- EXTRACTED DATA
Start of Block

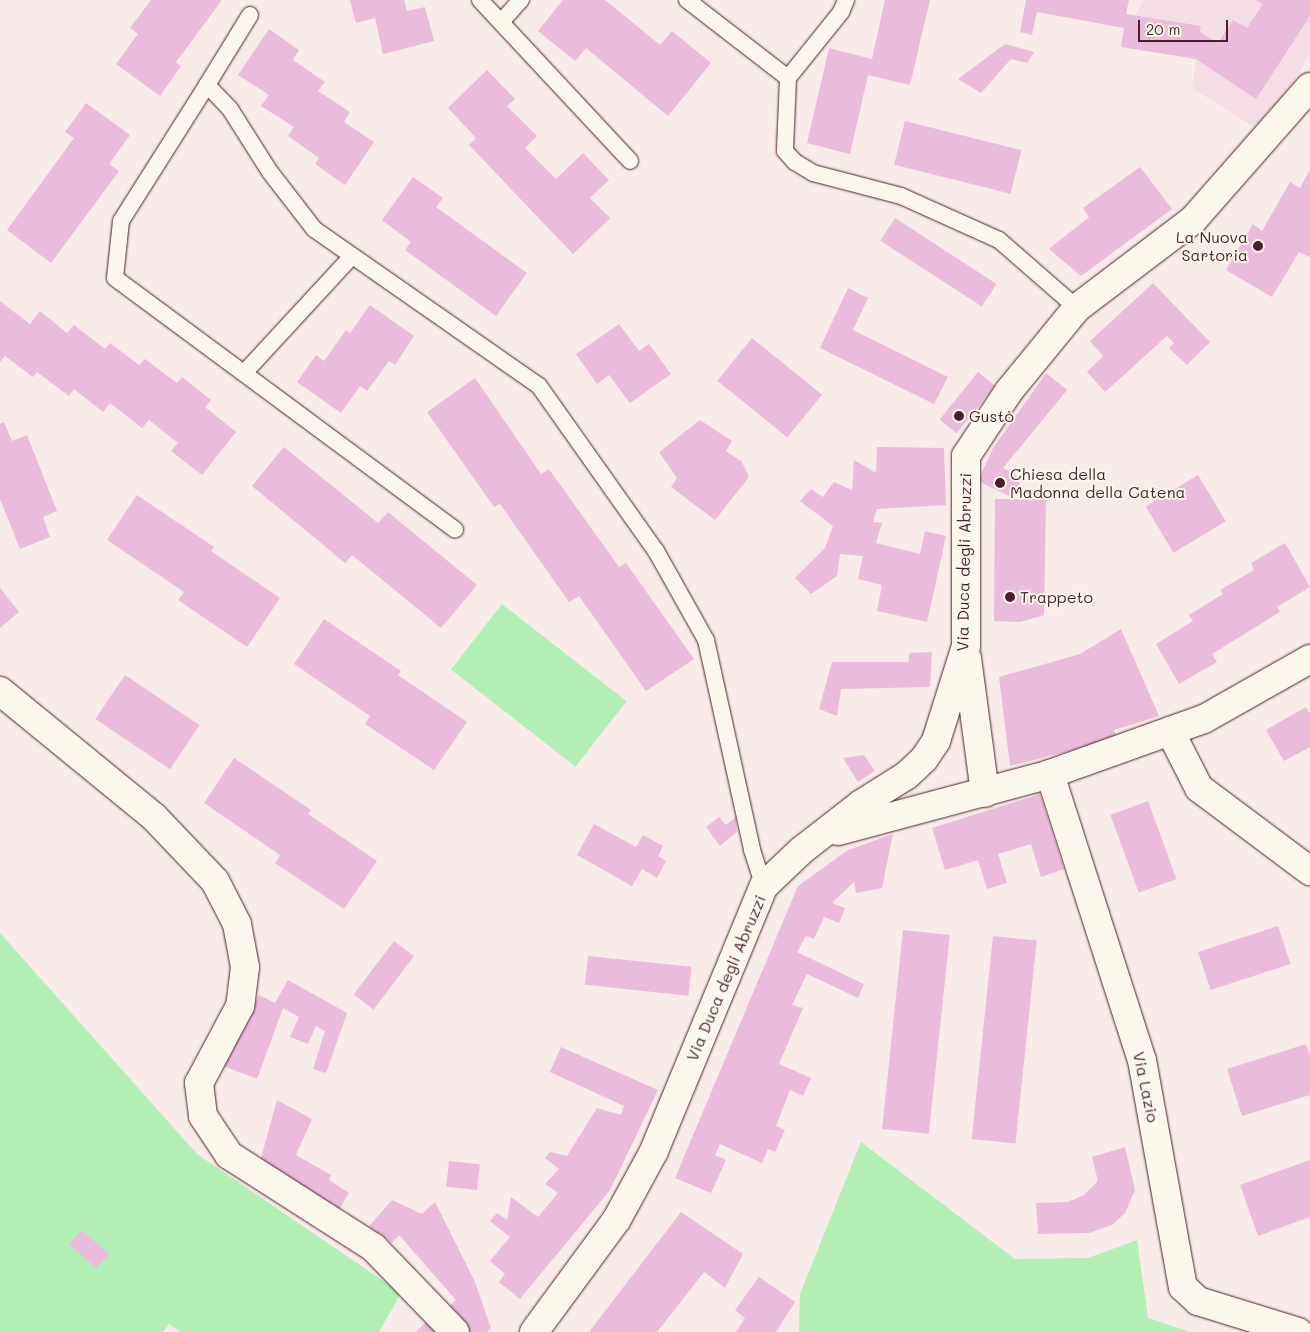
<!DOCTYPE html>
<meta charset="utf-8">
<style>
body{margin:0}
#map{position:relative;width:1310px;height:1332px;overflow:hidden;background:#f8ebe9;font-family:Mali,sans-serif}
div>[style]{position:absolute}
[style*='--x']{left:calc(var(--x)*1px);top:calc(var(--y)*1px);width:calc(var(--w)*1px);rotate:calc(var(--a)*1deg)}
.built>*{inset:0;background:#f4dde5}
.green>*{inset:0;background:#b3efb4;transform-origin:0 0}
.building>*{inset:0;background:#ebbbdb;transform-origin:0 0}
.roads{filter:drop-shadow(0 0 1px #4a1f2b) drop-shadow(0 0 1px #4a1f2b)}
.lane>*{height:16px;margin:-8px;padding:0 8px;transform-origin:8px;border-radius:8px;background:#fbf7ec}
.street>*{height:28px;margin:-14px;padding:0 14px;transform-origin:14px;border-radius:14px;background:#fbf7ec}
.secondary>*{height:28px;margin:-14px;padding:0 14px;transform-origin:14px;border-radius:14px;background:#fbf7ec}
.dots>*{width:14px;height:14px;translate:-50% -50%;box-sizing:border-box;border:2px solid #fbf7ec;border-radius:50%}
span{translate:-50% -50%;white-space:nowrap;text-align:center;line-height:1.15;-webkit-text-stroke:4px #fbf7ec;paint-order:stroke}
.poi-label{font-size:16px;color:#4a1f2b}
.right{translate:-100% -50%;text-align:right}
.left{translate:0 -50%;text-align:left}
.street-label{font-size:16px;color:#4a1f2b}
.scale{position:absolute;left:1138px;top:20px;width:90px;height:22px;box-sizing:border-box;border:2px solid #4a1f2b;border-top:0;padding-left:6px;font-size:15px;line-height:18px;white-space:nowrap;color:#4a1f2b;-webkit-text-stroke:4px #fbf7ec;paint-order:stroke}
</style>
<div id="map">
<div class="built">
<div style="clip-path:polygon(1145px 0,1310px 0,1310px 55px,1290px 87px,1256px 128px,1192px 88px,1201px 27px,1134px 16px)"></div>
</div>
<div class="green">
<div style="left:502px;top:604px;width:158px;height:83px;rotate:38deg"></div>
<div style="clip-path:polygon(0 933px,197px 1154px,401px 1293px,379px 1332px,181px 1332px,169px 1324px,163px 1332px,0 1332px)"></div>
<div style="clip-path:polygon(861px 1142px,1015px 1259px,1088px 1258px,1137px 1240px,1148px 1318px,1190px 1332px,799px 1332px,800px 1294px)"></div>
</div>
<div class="building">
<div style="clip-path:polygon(151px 0,222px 0,176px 62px,181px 66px,160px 96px,116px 64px,138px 34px,130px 28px)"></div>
<div style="clip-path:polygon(350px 0,404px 0,407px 11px,425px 7px,434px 41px,383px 54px,375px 18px,356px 23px)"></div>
<div style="clip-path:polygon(563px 0,605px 0,660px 45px,672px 31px,711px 63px,668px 116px,586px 48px,575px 61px,538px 31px)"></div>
<div style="clip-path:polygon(885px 0,930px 0,910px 85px,868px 75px,850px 154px,807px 143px,829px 48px,872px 59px)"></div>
<div style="clip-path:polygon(1026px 0,1129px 0,1126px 14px,1201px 26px,1200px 32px,1218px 43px,1233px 20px,1247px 28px,1263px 4px,1256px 0,1310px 0,1310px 16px,1256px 99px,1196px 59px,1121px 47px,1124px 28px,1037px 12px,1032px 35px,1020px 32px)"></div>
<div style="clip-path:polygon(269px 29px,299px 50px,293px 60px,325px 82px,318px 91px,350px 112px,344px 122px,374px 142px,345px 185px,315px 164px,319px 158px,288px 136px,294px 127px,261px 106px,269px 95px,238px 75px)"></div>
<div style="clip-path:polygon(1005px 44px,1034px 52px,1027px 63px,1011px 59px,981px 93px,958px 79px)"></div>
<div style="clip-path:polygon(487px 70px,515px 99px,507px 106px,537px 136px,525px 148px,556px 179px,583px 153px,609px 180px,590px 198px,610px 218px,573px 254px,469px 145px,476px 138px,448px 108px)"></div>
<div style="clip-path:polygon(86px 103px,130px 135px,109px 164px,119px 171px,51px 263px,7px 230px,74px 138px,65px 132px)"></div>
<div style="left:905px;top:121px;width:120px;height:45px;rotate:14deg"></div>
<div style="clip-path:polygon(1140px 167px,1172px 209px,1081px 276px,1049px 249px,1089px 217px,1083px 208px)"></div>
<div style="clip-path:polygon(1310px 170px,1310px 255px,1309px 257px,1299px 252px,1272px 297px,1226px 270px,1253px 224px,1262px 231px,1290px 182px,1300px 188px)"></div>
<div style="clip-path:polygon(413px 177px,443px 198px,436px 207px,527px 273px,496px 316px,405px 250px,411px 242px,382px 220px)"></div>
<div style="left:895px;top:218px;width:121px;height:27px;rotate:33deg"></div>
<div style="clip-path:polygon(1153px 283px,1210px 342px,1187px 365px,1169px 348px,1174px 343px,1167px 336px,1105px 392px,1087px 372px,1103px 356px,1090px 341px)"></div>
<div style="clip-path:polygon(848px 288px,868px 298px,853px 330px,948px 377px,934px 404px,820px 348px)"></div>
<div style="clip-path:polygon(0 301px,30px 324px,40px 311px,67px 333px,74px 325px,105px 349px,110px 343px,139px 365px,145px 359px,177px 383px,182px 377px,211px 400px,205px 407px,236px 432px,202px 475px,171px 451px,178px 443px,149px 420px,142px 428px,110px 403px,103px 412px,74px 389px,69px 396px,37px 372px,33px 377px,5px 356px,0 362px)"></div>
<div style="clip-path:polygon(370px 305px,414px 336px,395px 365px,389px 361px,367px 391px,360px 386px,341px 413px,297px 382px,316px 355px,324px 361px,346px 330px,350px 333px)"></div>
<div style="clip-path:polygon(619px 324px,639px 351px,649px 344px,671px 374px,630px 403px,609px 375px,597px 384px,576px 354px)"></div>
<div style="left:752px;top:338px;width:90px;height:55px;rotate:39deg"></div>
<div style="left:978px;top:372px;width:22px;height:61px;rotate:39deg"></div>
<div style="clip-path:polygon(1046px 373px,1067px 390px,1003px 468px,1015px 474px,1020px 484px,1011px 497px,978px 481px,993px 448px)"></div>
<div style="clip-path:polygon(475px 378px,541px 474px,549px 469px,619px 567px,626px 563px,694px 659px,646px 691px,579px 596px,569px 602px,500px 504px,494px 507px,427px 412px)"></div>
<div style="clip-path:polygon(700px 420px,732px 441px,726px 451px,742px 462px,749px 477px,715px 520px,671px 487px,677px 478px,659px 452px)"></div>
<div style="clip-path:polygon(4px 422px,12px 441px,27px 435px,57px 511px,43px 517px,50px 537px,20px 549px,0 499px,0 424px)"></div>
<div style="clip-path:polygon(284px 447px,378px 523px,388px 512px,477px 585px,441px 628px,352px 555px,345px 563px,252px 486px)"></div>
<div style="clip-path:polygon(877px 447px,944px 448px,946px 505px,877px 509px,873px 522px,882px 523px,876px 543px,920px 554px,925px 531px,946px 536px,927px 622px,877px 611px,882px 585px,858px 579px,863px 556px,840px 554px,837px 576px,811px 594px,795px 578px,825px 548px,833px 526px,800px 501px,811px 489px,823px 497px,834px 482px,852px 490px,854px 460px,876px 473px)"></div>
<div style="left:1198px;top:475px;width:54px;height:61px;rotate:59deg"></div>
<div style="clip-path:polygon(137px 495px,214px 547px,211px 551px,280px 598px,247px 647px,178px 600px,184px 592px,107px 540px)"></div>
<div style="clip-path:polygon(995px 499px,1046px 499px,1044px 615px,1020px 622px,994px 621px)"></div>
<div style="clip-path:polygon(1285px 543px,1310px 587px,1277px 607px,1280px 612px,1212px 654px,1217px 662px,1179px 684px,1156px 644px,1193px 621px,1189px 615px,1223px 594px,1220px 590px,1254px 570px,1251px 563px)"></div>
<div style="clip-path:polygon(0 588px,19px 612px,0 628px)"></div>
<div style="clip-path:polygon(324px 619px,401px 671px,398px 675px,467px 722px,434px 770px,365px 724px,370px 716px,294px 664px)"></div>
<div style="clip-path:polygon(1121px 629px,1159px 716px,1114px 730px,1117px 739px,1010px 766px,999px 677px,1080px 654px)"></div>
<div style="clip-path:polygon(932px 652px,930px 687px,841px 689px,837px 716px,819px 709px,832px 662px,908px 662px,910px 653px)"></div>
<div style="left:125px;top:675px;width:90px;height:53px;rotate:34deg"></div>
<div style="clip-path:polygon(1306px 707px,1310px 714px,1310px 747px,1284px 761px,1266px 730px)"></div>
<div style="clip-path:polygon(864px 755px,875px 771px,858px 782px,843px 758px)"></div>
<div style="clip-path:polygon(234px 758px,311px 810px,308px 814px,377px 861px,344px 909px,275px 863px,280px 855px,204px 803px)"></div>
<div style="clip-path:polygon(1040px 794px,1064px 869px,1041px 877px,1031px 844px,998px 854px,1007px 883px,987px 889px,978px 860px,945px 870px,932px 828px)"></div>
<div style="left:1148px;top:801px;width:83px;height:40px;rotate:70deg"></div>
<div style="clip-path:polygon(719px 817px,726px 825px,736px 817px,737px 832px,720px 846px,706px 827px)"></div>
<div style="clip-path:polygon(594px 824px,636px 847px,643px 835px,663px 846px,658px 856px,666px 861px,657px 878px,642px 869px,632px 886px,577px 855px)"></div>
<div style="clip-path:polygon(893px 834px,882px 888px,856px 893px,854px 882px,832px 903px,845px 908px,839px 923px,824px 917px,814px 939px,806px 936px,797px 952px,864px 984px,858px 998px,807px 974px,792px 1005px,803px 1008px,779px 1064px,811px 1078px,803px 1096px,790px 1090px,776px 1126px,785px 1130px,775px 1152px,768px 1149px,762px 1163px,720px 1144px,715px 1155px,726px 1160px,711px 1193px,675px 1178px,798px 886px,848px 850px)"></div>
<div style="left:1278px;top:926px;width:40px;height:84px;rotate:72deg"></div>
<div style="left:903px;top:930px;width:47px;height:200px;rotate:6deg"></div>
<div style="left:993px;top:936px;width:44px;height:204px;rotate:6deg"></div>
<div style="left:394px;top:941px;width:25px;height:67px;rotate:37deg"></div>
<div style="left:588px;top:956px;width:104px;height:29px;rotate:6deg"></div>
<div style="clip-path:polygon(288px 980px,347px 1013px,326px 1073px,313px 1069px,325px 1031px,316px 1026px,308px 1044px,290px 1037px,299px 1017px,283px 1008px,257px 1079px,223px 1066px,259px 995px,275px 1003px)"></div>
<div style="clip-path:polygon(1306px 1044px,1310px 1056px,1310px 1095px,1242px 1116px,1227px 1069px)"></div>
<div style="clip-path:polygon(561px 1047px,658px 1090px,610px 1190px,520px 1299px,499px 1282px,505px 1274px,490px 1261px,510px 1237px,490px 1221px,497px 1213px,507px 1220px,511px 1197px,538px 1217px,558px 1193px,545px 1184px,559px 1169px,545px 1158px,550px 1152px,567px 1156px,597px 1108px,621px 1115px,624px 1106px,550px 1072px)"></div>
<div style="clip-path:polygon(277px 1100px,312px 1119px,296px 1155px,331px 1175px,329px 1180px,349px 1193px,336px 1215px,259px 1165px)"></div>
<div style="clip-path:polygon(1125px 1147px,1135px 1190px,1125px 1213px,1112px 1225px,1089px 1233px,1038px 1234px,1036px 1203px,1068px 1202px,1084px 1195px,1098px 1181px,1092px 1157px)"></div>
<div style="clip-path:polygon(1310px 1160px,1310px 1217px,1258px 1236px,1240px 1185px)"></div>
<div style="left:449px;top:1161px;width:31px;height:26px;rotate:6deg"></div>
<div style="clip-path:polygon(392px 1200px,422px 1214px,435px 1202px,475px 1282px,491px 1328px,487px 1332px,465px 1332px,445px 1310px,456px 1300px,399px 1235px,392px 1243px,369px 1226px)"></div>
<div style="clip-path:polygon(681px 1212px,743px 1254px,725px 1288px,704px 1272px,657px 1332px,589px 1332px)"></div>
<div style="left:82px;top:1230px;width:36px;height:19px;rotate:42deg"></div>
<div style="clip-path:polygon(759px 1277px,795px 1302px,776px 1332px,736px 1332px,745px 1318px,735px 1310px)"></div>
<div style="clip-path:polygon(426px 1322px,437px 1332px,416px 1332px)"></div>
</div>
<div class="roads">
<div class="lane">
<div style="--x:480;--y:0;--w:220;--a:47"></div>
<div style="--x:687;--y:0;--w:128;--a:37.7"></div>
<div style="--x:788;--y:78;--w:73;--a:92.4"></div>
<div style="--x:785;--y:151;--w:15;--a:48"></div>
<div style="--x:795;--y:162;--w:21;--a:31"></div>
<div style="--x:813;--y:173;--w:91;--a:14.6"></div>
<div style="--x:901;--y:196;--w:107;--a:24.2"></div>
<div style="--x:999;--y:240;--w:103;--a:41.1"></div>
<div style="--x:250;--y:15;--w:82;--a:121.6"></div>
<div style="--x:207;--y:85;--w:33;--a:46"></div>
<div style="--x:230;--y:109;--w:75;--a:57.6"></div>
<div style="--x:270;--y:172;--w:72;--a:52.3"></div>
<div style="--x:314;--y:229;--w:274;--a:34.9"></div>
<div style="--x:539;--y:386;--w:202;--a:54.7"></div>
<div style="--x:656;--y:551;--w:102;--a:60.7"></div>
<div style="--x:706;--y:640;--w:215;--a:77.6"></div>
<div style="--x:752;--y:850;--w:38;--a:72"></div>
<div style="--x:501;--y:22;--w:30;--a:-48"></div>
<div style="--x:788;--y:78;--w:85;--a:-51.2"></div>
<div style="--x:841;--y:12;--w:13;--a:-67"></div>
<div style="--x:207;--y:85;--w:161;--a:122.3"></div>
<div style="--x:121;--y:221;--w:57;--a:96"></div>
<div style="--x:115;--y:278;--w:423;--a:36.5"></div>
<div style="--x:245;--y:372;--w:156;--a:-47.3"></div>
</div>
<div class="street">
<div style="--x:0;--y:691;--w:199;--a:39.3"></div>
<div style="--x:154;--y:817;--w:88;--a:46.4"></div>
<div style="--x:215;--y:881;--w:48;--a:62.9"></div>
<div style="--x:237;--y:924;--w:44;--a:79.5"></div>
<div style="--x:245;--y:967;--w:39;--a:97"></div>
<div style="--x:240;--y:1006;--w:87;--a:118"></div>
<div style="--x:199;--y:1083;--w:33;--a:83"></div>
<div style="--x:203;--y:1116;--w:47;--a:56.3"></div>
<div style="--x:229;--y:1155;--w:171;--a:32.6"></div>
<div style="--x:373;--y:1247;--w:118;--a:46"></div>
<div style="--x:1170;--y:731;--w:64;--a:63"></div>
<div style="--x:1199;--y:788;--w:139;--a:36.8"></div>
<div style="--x:1050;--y:774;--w:300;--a:72.2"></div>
<div style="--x:1142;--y:1060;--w:231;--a:79.8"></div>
<div style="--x:1183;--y:1287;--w:21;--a:43"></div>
<div style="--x:1198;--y:1301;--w:105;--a:17.2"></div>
</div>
<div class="secondary">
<div style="--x:967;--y:658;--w:136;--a:82.4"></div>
<div style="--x:838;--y:831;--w:220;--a:-15"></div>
<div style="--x:1050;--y:774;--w:164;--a:-19.7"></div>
<div style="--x:1204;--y:719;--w:122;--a:-29.5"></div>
<div style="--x:534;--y:1332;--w:140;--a:-53.7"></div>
<div style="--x:617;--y:1219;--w:77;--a:-61.4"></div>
<div style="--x:654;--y:1151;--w:287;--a:-67.5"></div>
<div style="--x:764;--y:886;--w:52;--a:-43.5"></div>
<div style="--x:802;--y:850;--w:75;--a:-37.9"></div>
<div style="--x:861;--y:804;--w:54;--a:-32.2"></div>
<div style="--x:907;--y:775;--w:23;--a:-43"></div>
<div style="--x:924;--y:759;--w:22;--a:-56"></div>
<div style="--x:936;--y:741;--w:100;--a:-72.5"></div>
<div style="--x:966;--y:646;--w:190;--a:-90"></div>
<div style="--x:966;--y:456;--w:78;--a:-56.5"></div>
<div style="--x:1009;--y:391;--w:107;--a:-50.7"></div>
<div style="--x:1077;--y:308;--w:146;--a:-37.2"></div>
<div style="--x:1193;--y:220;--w:177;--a:-48.7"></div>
</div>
</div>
<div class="dots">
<div style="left:1258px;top:246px;background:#4a1f2b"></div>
<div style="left:959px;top:416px;background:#4a1f2b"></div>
<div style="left:1000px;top:483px;background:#4a1f2b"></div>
<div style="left:1010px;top:597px;background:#4a1f2b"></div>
</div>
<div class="poi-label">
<span class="right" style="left:1248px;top:246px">La Nuova<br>Sartoria</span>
<span class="left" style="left:969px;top:416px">Gustò</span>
<span class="left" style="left:1010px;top:483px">Chiesa della<br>Madonna della Catena</span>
<span class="left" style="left:1020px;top:597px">Trappeto</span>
</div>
<div class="street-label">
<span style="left:964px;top:562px;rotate:-89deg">Via Duca degli Abruzzi</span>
<span style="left:726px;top:978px;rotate:-67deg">Via Duca degli Abruzzi</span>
<span style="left:1146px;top:1087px;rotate:78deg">Via Lazio</span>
</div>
<div class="scale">20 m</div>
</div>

End of Block

- PROBLEM DESCRIPTION
Could you find each line in the entries that contains the string "green" and copy it?

- SOLUTION TO THE PROBLEM
.green>*{inset:0;background:#b3efb4;transform-origin:0 0}
<div class="green">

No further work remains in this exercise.